Chronic pain after surgery
Sunday May 4, 2014
Chronic pain after surgery – who is at risk and can it be prevented?
Persistent pain after common surgery affects up to 50 per cent of patients but it should soon be possible to identify those most at risk and prevent this debilitating complication, a meeting of pain medicine specialists heard today.
Procedures that carried the highest incidence of patient reports of persistent post-operative pain were procedures with an inherent high risk of nerve lesion like amputations, thoracic surgery and breast cancer surgery, Professor Audun Stubhaug told the Australian and New Zealand’s College of Anaesthetists’ Faculty of Pain Medicine Refresher Course Day meeting, “Pain at the Cutting Edge: Surgery and Pain“. Although the majority experience mild, and moderate pain, a considerable proportion get disabling pain affecting their daily life.

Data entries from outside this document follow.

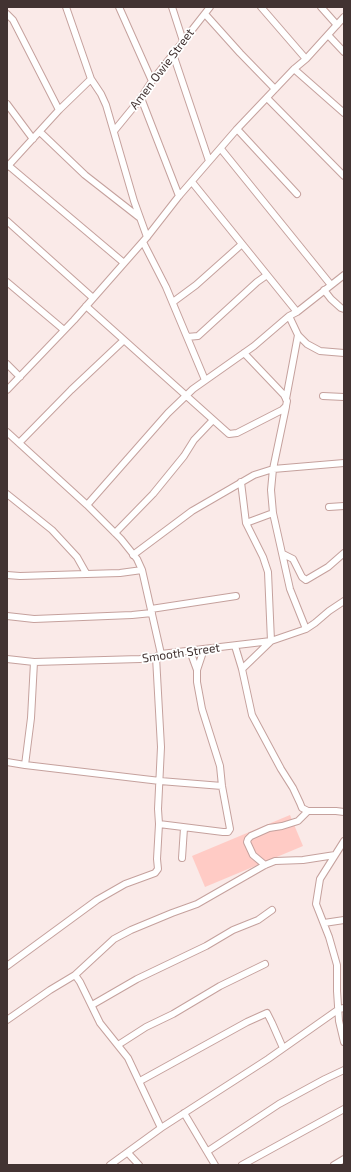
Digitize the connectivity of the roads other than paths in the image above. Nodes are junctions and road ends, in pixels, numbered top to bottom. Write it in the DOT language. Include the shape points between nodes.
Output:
graph roads {
  1 [pos="66,7"];
  2 [pos="119,7"];
  3 [pos="172,7"];
  4 [pos="210,7"];
  5 [pos="261,7"];
  6 [pos="321,7"];
  7 [pos="7,14"];
  8 [pos="205,14"];
  9 [pos="344,17"];
  10 [pos="337,25"];
  11 [pos="328,35"];
  12 [pos="183,41"];
  13 [pos="344,52"];
  14 [pos="172,54"];
  15 [pos="306,59"];
  16 [pos="294,69"];
  17 [pos="91,79"];
  18 [pos="152,81"];
  19 [pos="276,89"];
  20 [pos="141,98"];
  21 [pos="267,98"];
  22 [pos="7,104"];
  23 [pos="59,110"];
  24 [pos="344,113"];
  25 [pos="238,129"];
  26 [pos="114,131"];
  27 [pos="40,132"];
  28 [pos="33,139"];
  29 [pos="220,149"];
  30 [pos="209,162"];
  31 [pos="8,167"];
  32 [pos="344,176"];
  33 [pos="192,182"];
  34 [pos="297,194"];
  35 [pos="179,196"];
  36 [pos="140,218"];
  37 [pos="7,221"];
  38 [pos="145,239"];
  39 [pos="242,244"];
  40 [pos="124,263"];
  41 [pos="267,275"];
  42 [pos="344,275"];
  43 [pos="7,282"];
  44 [pos="331,285"];
  45 [pos="324,290"];
  46 [pos="94,298"];
  47 [pos="172,302"];
  48 [pos="86,306"];
  49 [pos="344,309"];
  50 [pos="297,312"];
  51 [pos="289,316"];
  52 [pos="64,330"];
  53 [pos="298,335"];
  54 [pos="187,337"];
  55 [pos="124,340"];
  56 [pos="244,353"];
  57 [pos="344,353"];
  58 [pos="7,364"];
  59 [pos="20,376"];
  60 [pos="205,380"];
  61 [pos="7,390"];
  62 [pos="186,395"];
  63 [pos="323,396"];
  64 [pos="344,397"];
  65 [pos="286,399"];
  66 [pos="286,406"];
  67 [pos="213,420"];
  68 [pos="7,432"];
  69 [pos="20,443"];
  70 [pos="344,462"];
  71 [pos="273,469"];
  72 [pos="241,482"];
  73 [pos="7,494"];
  74 [pos="87,505"];
  75 [pos="344,506"];
  76 [pos="329,507"];
  77 [pos="273,513"];
  78 [pos="246,523"];
  79 [pos="115,533"];
  80 [pos="344,553"];
  81 [pos="283,554"];
  82 [pos="133,555"];
  83 [pos="142,570"];
  84 [pos="86,573"];
  85 [pos="7,575"];
  86 [pos="236,596"];
  87 [pos="344,601"];
  88 [pos="152,611"];
  89 [pos="7,616"];
  90 [pos="306,629"];
  91 [pos="271,641"];
  92 [pos="235,646"];
  93 [pos="204,649"];
  94 [pos="190,651"];
  95 [pos="158,656"];
  96 [pos="7,659"];
  97 [pos="34,662"];
  98 [pos="242,668"];
  99 [pos="197,670"];
  100 [pos="7,762"];
  101 [pos="25,765"];
  102 [pos="160,781"];
  103 [pos="222,786"];
  104 [pos="308,811"];
  105 [pos="344,812"];
  106 [pos="159,824"];
  107 [pos="184,828"];
  108 [pos="344,841"];
  109 [pos="335,855"];
  110 [pos="182,858"];
  111 [pos="265,864"];
  112 [pos="272,910"];
  113 [pos="344,920"];
  114 [pos="324,923"];
  115 [pos="344,963"];
  116 [pos="265,964"];
  117 [pos="337,965"];
  118 [pos="7,966"];
  119 [pos="75,975"];
  120 [pos="92,1005"];
  121 [pos="342,1008"];
  122 [pos="7,1020"];
  123 [pos="344,1042"];
  124 [pos="118,1045"];
  125 [pos="283,1048"];
  126 [pos="344,1070"];
  127 [pos="140,1081"];
  128 [pos="344,1109"];
  129 [pos="184,1113"];
  130 [pos="161,1128"];
  131 [pos="208,1151"];
  132 [pos="128,1153"];
  133 [pos="344,1159"];
  134 [pos="110,1165"];
  135 [pos="139,1165"];
  136 [pos="214,1165"];
  137 [pos="242,1165"];
  138 [pos="334,1165"];
  1 -- 17 [label="street"];
  2 -- 18 [label="street"];
  3 -- 12 [label="street"];
  4 -- 8 [label="street, Amen Owie Street"];
  5 -- 15 [label="street"];
  6 -- 10 [label="street"];
  7 -- 23 [label="street" via="13,20"];
  8 -- 12 [label="street, Amen Owie Street"];
  8 -- 19 [label="street"];
  9 -- 10 [label="street"];
  10 -- 11 [label="street"];
  11 -- 13 [label="street"];
  11 -- 15 [label="street"];
  12 -- 14 [label="street, Amen Owie Street"];
  14 -- 18 [label="street, Amen Owie Street"];
  14 -- 30 [label="street"];
  15 -- 16 [label="street"];
  16 -- 19 [label="street"];
  16 -- 24 [label="street"];
  17 -- 23 [label="street"];
  17 -- 26 [label="street" via="101,94"];
  18 -- 20 [label="street, Amen Owie Street"];
  19 -- 21 [label="street"];
  20 -- 26 [label="street, Amen Owie Street"];
  20 -- 35 [label="street"];
  21 -- 25 [label="street"];
  21 -- 32 [label="street"];
  22 -- 28 [label="street"];
  23 -- 27 [label="street"];
  25 -- 29 [label="street"];
  25 -- 34 [label="street"];
  26 -- 36 [label="street"];
  27 -- 28 [label="street"];
  27 -- 36 [label="street" via="85,175"];
  28 -- 31 [label="street"];
  29 -- 30 [label="street"];
  29 -- 44 [label="street"];
  30 -- 33 [label="street"];
  31 -- 40 [label="street"];
  33 -- 35 [label="street"];
  33 -- 39 [label="street"];
  35 -- 38 [label="street"];
  36 -- 38 [label="street"];
  37 -- 46 [label="street"];
  38 -- 40 [label="street"];
  38 -- 47 [label="street"];
  39 -- 41 [label="street"];
  39 -- 47 [label="street"];
  40 -- 46 [label="street"];
  41 -- 50 [label="street"];
  41 -- 54 [label="street" via="198,336"];
  42 -- 44 [label="street"];
  43 -- 52 [label="street"];
  44 -- 45 [label="street"];
  45 -- 49 [label="street"];
  45 -- 50 [label="street"];
  46 -- 48 [label="street"];
  47 -- 54 [label="street"];
  48 -- 52 [label="street"];
  48 -- 55 [label="street"];
  50 -- 51 [label="street"];
  51 -- 53 [label="street"];
  51 -- 56 [label="street"];
  52 -- 59 [label="street"];
  53 -- 57 [label="street" via="320,351"];
  53 -- 65 [label="street"];
  54 -- 60 [label="street"];
  55 -- 62 [label="street"];
  55 -- 69 [label="street"];
  56 -- 60 [label="street"];
  56 -- 65 [label="street"];
  58 -- 59 [label="street"];
  59 -- 61 [label="street"];
  60 -- 62 [label="street"];
  62 -- 67 [label="street"];
  62 -- 74 [label="street"];
  63 -- 64 [label="street"];
  65 -- 66 [label="street"];
  66 -- 67 [label="street" via="238,433 229,434"];
  66 -- 71 [label="street"];
  67 -- 79 [label="street" via="194,440 154,494"];
  68 -- 69 [label="street"];
  69 -- 74 [label="street"];
  70 -- 71 [label="street"];
  71 -- 72 [label="street"];
  71 -- 77 [label="street"];
  72 -- 78 [label="street"];
  72 -- 82 [label="street" via="192,511"];
  73 -- 84 [label="street" via="52,530 77,557"];
  74 -- 79 [label="street"];
  75 -- 76 [label="street"];
  77 -- 78 [label="street"];
  77 -- 81 [label="street"];
  78 -- 91 [label="street" via="268,572"];
  79 -- 82 [label="street"];
  80 -- 81 [label="street" via="328,567 306,580 293,559"];
  81 -- 90 [label="street" via="290,589"];
  82 -- 83 [label="street"];
  83 -- 84 [label="street"];
  83 -- 88 [label="street"];
  84 -- 85 [label="street"];
  86 -- 88 [label="street"];
  87 -- 90 [label="street, Smooth Street"];
  88 -- 89 [label="street" via="132,615 34,619"];
  88 -- 95 [label="street"];
  90 -- 91 [label="street, Smooth Street"];
  91 -- 92 [label="street, Smooth Street"];
  91 -- 98 [label="street"];
  92 -- 93 [label="street, Smooth Street"];
  92 -- 98 [label="street"];
  93 -- 94 [label="street, Smooth Street"];
  93 -- 99 [label="street"];
  94 -- 95 [label="street, Smooth Street"];
  94 -- 99 [label="street"];
  95 -- 97 [label="street, Smooth Street" via="140,659"];
  95 -- 102 [label="street"];
  96 -- 97 [label="street, Smooth Street"];
  97 -- 101 [label="street"];
  98 -- 104 [label="street" via="252,715 302,808"];
  99 -- 103 [label="street" via="202,709 220,766"];
  100 -- 101 [label="street"];
  101 -- 102 [label="street"];
  102 -- 103 [label="street"];
  102 -- 106 [label="street"];
  103 -- 107 [label="street" via="229,831"];
  104 -- 105 [label="street"];
  104 -- 111 [label="street" via="298,821 269,828 248,839 252,855"];
  106 -- 107 [label="street"];
  106 -- 118 [label="street" via="158,869 155,873 125,884 97,900"];
  107 -- 110 [label="street"];
  108 -- 109 [label="street"];
  109 -- 111 [label="street"];
  109 -- 114 [label="street" via="320,879 316,904"];
  111 -- 119 [label="street" via="197,904 131,930 114,940"];
  112 -- 120 [label="street" via="258,920 137,979"];
  113 -- 114 [label="street"];
  114 -- 117 [label="street"];
  115 -- 117 [label="street"];
  116 -- 124 [label="street" via="220,986"];
  117 -- 121 [label="street" via="337,991"];
  119 -- 120 [label="street"];
  119 -- 122 [label="street"];
  120 -- 124 [label="street" via="100,1023"];
  121 -- 123 [label="street" via="340,1022"];
  121 -- 125 [label="street"];
  124 -- 127 [label="street"];
  125 -- 127 [label="street" via="267,1012"];
  125 -- 129 [label="street"];
  126 -- 131 [label="street" via="279,1104"];
  127 -- 130 [label="street"];
  128 -- 137 [label="street"];
  129 -- 130 [label="street"];
  129 -- 131 [label="street"];
  130 -- 132 [label="street"];
  131 -- 136 [label="street"];
  132 -- 134 [label="street"];
  132 -- 135 [label="street"];
  133 -- 138 [label="street"];
}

Leading international pain medicine specialist Professor Stubhaug, from the department of pain management and research at Oslo University Hospital in Norway, said several risk factors for the development of post-surgical chronic pain had already been identified. These included psychosocial and genetic factors as well as whether the patient experienced pain at the time of the operation – whether related to the surgery or another condition.
Chronic post-surgical pain, defined as pain that lasts at least three months after surgery and where other causes for the pain have been excluded, was a complex syndrome that had environmental, genetic and psychological influences.
Professor Stubhaug said recent studies of twins have indicated there is a 50 per cent genetic factor in the development of migraine, headache and chronic widespread pain and 35 per cent in chronic back pain.
These recent findings had boosted hope that genes increasing risk for both acute pain and the subsequent development of chronic pain can be identified and possibly guide development of new treatments.
“If we pre-operatively test for those genetic markers and other factors that we know are associated with an increased risk of chronic pain conditions we can identify those patients who will need high-intensive treatment after surgery,” he said.